The Haitian Revolution (1791–1804) was the first antislavery and anticolonial uprising led by New World Africans to result in the creation of an independent and slavery-free nation state. The momentousness of this 13-year long war generated thousands of pages of writing. This anthology brings together a transnational and multilingual selection of literature about the revolution, from the beginnings of the conflicts that resulted in it to the end of the nineteenth century.

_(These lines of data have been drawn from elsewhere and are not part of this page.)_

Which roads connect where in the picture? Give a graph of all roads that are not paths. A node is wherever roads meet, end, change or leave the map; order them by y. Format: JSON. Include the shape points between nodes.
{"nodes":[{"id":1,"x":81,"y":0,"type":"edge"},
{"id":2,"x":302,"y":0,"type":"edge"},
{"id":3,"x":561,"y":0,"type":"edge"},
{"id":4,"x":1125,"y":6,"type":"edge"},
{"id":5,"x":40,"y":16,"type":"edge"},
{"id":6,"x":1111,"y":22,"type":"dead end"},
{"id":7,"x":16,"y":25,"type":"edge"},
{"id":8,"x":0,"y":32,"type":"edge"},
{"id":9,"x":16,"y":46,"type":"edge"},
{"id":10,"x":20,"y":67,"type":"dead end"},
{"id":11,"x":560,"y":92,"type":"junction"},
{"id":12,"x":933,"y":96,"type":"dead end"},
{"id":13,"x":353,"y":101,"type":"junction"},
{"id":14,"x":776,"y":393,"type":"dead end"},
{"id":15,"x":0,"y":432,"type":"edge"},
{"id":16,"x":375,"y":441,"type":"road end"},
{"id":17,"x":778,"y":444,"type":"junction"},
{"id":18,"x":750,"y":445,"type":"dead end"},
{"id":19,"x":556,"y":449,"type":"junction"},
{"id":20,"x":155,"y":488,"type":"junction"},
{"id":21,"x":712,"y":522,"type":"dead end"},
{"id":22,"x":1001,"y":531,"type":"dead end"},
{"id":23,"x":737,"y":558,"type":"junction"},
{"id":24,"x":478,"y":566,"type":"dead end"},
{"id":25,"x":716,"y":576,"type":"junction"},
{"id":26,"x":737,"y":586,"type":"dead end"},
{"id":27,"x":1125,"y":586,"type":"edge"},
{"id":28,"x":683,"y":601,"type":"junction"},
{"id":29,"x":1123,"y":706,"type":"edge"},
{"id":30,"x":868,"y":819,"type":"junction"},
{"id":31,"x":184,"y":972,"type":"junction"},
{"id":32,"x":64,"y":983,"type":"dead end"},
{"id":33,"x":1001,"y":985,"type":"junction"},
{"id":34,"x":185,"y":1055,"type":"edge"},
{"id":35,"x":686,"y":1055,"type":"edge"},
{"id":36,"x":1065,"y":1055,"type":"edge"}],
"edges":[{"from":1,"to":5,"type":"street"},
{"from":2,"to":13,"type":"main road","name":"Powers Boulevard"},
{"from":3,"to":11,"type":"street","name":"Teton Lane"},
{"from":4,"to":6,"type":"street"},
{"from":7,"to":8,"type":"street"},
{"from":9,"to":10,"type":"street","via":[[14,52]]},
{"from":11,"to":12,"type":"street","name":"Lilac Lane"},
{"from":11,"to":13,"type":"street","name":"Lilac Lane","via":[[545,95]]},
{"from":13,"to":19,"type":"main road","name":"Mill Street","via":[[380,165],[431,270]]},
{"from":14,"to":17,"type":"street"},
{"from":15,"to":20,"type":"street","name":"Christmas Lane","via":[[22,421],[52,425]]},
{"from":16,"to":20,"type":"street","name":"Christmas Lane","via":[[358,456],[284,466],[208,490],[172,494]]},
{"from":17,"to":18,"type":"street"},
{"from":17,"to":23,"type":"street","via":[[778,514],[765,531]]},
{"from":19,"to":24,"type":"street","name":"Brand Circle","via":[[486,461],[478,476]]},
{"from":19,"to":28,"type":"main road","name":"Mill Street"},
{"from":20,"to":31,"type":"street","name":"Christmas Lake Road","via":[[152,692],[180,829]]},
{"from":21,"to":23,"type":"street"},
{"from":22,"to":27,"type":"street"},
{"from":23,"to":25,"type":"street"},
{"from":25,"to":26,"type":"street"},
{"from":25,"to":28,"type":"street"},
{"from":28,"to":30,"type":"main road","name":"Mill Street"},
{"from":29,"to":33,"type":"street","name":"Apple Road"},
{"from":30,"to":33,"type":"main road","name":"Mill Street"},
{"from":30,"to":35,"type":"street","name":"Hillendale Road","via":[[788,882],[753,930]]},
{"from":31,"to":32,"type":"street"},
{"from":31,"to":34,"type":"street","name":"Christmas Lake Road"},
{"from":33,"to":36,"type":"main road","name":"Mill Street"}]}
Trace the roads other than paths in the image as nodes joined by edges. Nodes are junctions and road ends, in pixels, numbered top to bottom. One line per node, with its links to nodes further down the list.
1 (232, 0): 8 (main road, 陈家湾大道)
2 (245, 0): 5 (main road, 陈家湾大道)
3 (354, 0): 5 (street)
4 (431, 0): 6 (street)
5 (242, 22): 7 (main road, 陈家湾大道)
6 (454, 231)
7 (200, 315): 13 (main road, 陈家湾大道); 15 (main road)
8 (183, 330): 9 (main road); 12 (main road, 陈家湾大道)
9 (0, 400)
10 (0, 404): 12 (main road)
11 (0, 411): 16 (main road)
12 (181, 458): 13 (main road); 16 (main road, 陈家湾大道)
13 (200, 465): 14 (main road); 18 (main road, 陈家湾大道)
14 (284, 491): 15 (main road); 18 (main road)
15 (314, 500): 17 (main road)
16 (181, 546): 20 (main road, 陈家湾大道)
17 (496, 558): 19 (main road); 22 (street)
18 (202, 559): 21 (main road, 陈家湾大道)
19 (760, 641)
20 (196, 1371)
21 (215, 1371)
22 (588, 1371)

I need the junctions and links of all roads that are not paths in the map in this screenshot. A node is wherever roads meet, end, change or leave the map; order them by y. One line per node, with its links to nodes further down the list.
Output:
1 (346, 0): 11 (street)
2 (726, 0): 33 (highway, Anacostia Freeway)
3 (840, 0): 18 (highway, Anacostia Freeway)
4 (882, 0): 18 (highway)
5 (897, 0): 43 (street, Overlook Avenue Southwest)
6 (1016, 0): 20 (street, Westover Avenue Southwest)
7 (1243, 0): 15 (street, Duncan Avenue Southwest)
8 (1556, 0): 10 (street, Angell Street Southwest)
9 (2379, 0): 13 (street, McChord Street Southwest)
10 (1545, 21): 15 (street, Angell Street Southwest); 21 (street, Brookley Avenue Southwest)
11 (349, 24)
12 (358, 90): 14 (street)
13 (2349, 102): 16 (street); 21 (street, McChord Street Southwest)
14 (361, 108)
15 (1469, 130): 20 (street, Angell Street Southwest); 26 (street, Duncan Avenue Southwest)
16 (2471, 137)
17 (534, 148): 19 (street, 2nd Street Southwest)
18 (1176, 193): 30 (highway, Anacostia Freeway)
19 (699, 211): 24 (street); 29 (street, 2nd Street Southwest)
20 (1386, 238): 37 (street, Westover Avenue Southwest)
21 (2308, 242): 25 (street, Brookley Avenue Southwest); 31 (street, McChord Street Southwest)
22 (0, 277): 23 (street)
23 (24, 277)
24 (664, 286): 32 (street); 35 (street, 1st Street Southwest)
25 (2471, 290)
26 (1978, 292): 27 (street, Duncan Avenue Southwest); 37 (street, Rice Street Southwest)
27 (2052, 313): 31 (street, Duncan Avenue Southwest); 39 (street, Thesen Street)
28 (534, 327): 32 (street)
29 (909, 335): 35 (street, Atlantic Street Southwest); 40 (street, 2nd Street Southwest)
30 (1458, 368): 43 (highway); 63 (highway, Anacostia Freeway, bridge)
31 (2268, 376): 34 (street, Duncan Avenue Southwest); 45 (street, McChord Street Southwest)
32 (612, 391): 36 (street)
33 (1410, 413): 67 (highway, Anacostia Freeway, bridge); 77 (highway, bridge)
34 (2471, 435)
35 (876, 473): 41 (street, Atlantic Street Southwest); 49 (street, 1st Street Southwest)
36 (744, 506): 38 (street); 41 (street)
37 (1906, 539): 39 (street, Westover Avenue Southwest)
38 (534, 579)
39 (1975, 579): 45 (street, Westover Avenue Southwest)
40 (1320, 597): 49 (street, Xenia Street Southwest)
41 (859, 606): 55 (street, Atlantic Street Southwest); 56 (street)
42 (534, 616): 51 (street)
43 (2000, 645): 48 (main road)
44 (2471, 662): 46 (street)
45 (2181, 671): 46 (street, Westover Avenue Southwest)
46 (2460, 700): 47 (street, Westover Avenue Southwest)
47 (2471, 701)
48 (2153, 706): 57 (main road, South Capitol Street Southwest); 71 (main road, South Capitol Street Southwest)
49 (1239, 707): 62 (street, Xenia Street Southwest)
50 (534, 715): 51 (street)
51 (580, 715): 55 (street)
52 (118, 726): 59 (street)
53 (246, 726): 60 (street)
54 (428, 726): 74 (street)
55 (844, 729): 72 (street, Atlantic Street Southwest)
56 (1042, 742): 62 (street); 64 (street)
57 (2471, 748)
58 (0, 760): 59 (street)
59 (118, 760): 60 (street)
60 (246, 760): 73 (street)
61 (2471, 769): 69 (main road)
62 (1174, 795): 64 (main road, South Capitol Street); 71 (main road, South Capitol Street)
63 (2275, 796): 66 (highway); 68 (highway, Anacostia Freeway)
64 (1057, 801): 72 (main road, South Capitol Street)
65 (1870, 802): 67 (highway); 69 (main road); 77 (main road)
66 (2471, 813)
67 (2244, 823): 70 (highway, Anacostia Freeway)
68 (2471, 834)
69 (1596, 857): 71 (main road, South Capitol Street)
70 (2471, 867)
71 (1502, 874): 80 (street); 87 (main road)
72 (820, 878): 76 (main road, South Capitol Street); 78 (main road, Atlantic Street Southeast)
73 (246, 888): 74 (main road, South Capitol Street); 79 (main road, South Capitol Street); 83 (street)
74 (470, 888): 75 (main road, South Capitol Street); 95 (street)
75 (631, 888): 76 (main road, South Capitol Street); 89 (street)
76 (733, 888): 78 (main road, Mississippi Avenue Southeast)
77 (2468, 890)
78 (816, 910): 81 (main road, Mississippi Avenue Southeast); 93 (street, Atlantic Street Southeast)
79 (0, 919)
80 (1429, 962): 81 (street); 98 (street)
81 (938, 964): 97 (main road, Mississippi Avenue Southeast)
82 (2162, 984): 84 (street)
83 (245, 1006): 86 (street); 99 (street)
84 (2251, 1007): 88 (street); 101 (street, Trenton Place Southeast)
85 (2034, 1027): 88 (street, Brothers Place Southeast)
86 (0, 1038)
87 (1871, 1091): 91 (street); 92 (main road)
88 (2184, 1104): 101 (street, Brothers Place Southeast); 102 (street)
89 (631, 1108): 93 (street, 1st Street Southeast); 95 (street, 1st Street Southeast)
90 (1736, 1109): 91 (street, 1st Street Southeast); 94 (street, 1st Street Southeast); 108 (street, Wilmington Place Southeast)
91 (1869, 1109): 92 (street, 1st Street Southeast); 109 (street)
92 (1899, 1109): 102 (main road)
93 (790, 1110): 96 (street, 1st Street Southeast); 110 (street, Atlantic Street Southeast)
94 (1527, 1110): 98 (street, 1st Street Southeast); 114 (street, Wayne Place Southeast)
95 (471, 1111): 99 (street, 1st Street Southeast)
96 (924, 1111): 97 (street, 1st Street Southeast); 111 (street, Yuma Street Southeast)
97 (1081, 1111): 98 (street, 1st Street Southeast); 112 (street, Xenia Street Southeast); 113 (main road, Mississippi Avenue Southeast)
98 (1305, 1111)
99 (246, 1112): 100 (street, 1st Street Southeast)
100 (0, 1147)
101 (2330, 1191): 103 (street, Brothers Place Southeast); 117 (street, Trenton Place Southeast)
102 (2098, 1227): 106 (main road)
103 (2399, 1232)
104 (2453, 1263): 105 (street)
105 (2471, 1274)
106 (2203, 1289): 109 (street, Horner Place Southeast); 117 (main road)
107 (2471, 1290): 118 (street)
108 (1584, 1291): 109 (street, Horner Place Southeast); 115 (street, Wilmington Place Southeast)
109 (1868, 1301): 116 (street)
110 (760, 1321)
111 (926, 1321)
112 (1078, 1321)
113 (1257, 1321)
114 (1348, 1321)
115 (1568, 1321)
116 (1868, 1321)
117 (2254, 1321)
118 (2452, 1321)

            With over two hundred excerpts from novels, poetry, and plays published between 1787 and 1900, and depicting a wide array of characters including, Anacaona, Makandal, Boukman, Toussaint Louverture, Jean-Jacques Dessalines, and Henry Christophe, this anthology provides the perfect classroom text for exploring this fascinating revolution, its principal actors and the literature it inspired, while also providing a vital resource for specialists in the field. This landmark volume includes many celebrated authors—such as Alexandre Dumas, Victor Hugo, Heinrich von Kleist, Alphonse de Lamartine, William Wordsworth, Harriet Martineau, and William Edgar Easton—but the editors also present here for the first time many less well known fictions by writers from across western Europe and both North and South America, as well as by nineteenth-century Haitian authors, refuting a widely accepted perception that Haitian representations of their revolution primarily emerged in the twentieth century. Each excerpt is introduced by contextualizing commentary designed to spark discussion about the ongoing legacy of slavery and colonialism in the Americas. Ultimately, the publication of this capacious body of literature that spans three continents offers students, scholars, and the curious reader alike a unique glimpse into the tremendous global impact the Haitian Revolution had on the print culture of the Atlantic world.

Marlene L. Daut is Professor of African Diaspora Studies at the University of Virginia and author of Tropics of Haiti: Race and the Literary History of the Haitian Revolution in the Atlantic World, 1789-1865. Grégory Pierrot is Associate Professor of English at the University of Connecticut, Stamford, and author of The Black Avenger in Atlantic Culture. Marion C. Rohrleitner is Associate Professor of English at the University of Texas, El Paso, and coeditor of Dialogues across Diasporas: Women Writers, Scholars, and Activists of Africana and Latina Descent in Conversation.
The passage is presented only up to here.